Thursday, March 25, 2021

Core Post 3 - Sabina

This week’s theme on post-feminism really resonated with me as someone who studies various forms of queerness and race on television, similar to the discussions we’ve had in this class on “representation”. I’ve recently begun watching Sex and the City (whenever it is on tv) and something about it felt off to me. Then, Kim Catrall’s character Samantha said “For a sex columnist you have a limited view of sexuality” and something clicked.

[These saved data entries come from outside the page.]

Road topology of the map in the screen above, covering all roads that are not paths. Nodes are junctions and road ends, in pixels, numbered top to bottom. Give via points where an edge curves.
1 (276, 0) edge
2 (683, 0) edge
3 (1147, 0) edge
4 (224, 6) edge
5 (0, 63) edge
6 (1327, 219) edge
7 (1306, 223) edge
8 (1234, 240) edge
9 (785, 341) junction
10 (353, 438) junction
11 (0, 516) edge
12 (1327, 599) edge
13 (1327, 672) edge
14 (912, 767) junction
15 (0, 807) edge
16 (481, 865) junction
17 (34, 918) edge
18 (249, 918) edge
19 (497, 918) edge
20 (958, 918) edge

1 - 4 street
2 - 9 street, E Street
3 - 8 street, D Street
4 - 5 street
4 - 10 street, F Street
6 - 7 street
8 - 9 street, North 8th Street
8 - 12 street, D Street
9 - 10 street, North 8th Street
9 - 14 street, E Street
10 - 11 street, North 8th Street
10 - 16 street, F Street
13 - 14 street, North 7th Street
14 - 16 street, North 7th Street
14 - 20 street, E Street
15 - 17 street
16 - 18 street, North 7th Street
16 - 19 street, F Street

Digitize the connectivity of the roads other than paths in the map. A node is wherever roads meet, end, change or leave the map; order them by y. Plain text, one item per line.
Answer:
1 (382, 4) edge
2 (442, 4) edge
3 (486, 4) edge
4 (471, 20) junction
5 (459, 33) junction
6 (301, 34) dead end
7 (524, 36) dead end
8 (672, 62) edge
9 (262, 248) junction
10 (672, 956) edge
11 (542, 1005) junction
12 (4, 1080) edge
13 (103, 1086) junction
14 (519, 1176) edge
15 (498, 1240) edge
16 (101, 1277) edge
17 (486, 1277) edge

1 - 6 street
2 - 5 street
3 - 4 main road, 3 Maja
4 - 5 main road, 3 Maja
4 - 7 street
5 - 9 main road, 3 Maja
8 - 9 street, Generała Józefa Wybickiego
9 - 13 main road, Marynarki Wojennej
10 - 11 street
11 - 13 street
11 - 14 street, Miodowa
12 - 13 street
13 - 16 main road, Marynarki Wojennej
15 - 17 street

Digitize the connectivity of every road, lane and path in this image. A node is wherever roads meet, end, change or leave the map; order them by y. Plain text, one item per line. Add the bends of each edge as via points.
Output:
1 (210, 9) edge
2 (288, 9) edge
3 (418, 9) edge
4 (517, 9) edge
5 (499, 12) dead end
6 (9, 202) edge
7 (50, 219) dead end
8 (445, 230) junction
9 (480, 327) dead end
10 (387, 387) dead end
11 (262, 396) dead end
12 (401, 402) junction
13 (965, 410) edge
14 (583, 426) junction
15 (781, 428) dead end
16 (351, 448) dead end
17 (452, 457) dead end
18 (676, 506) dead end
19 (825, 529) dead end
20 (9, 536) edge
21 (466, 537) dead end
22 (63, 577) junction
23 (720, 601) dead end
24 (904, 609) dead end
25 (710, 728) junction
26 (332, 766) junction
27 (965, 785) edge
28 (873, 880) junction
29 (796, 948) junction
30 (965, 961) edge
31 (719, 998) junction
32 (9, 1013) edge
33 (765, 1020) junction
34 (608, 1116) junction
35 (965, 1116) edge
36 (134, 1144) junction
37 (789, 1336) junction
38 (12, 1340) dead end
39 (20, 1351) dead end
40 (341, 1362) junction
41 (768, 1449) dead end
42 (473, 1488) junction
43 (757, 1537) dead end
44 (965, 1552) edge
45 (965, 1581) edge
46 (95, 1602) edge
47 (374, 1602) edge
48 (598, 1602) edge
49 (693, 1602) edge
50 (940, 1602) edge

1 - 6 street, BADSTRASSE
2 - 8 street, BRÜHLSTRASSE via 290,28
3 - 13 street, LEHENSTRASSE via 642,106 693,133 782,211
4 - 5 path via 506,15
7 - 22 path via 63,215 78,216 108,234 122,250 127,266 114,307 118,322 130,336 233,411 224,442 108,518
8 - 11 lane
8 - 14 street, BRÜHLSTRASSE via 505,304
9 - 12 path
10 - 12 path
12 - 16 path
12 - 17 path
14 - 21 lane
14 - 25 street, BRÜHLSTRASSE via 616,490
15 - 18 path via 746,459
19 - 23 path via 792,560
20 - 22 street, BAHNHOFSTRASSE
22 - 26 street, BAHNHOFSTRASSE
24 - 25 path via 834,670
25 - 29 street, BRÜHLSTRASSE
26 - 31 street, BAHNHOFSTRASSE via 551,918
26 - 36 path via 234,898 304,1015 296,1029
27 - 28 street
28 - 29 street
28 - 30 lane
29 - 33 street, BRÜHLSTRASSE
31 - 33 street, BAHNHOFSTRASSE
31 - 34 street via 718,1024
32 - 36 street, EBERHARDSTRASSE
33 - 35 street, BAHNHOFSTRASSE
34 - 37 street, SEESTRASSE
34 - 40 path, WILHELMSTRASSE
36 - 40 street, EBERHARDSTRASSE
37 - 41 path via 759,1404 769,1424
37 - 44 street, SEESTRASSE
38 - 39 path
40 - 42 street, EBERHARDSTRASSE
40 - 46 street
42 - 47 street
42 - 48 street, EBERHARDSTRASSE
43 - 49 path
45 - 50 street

This show is NOT “sex positive” or “feminist” at all, in fact every episode reinforces white, heterosexual, “normative” behaviors despite claiming to be about women’s sexual freedom and the “power of being a woman in the city”. Most obvious, almost too obvious, is Carrie Bradshaw’s character. On the one hand, she is supposed to be emulated. She has her own column in a newspaper/magazine and has enough money to spend it on an apartment and various other material items (shoes). She is in control of her sexuality and she emulates this neoliberal “girl boss/climbing the ladder” idea. On the other hand, her desire for Mr. Big to notice her, to be with her, and to support her financially reinforces gender stereotypes and mainstream ideas of heteronormative femininity/womanhood. Carrie’s lack of support for her friends, as seen through her selfish behaviors, self-centered actions, and actions like interrupting Charlotte’s engagement news with her break up news shows her ultimate placement of a man above her “friends”, further pushing the idea that happiness can only be found in men. It reminds me of McRobbie’s quote, “Feminism is “taken into account,” but only to be shown to be no longer necessary.” The show considers feminism by talking about women’s sexual pleasures and women’s success in their careers/in a capitalist society, but ultimately tosses that all aside and centers men, platforming a neoliberal vision of feminism.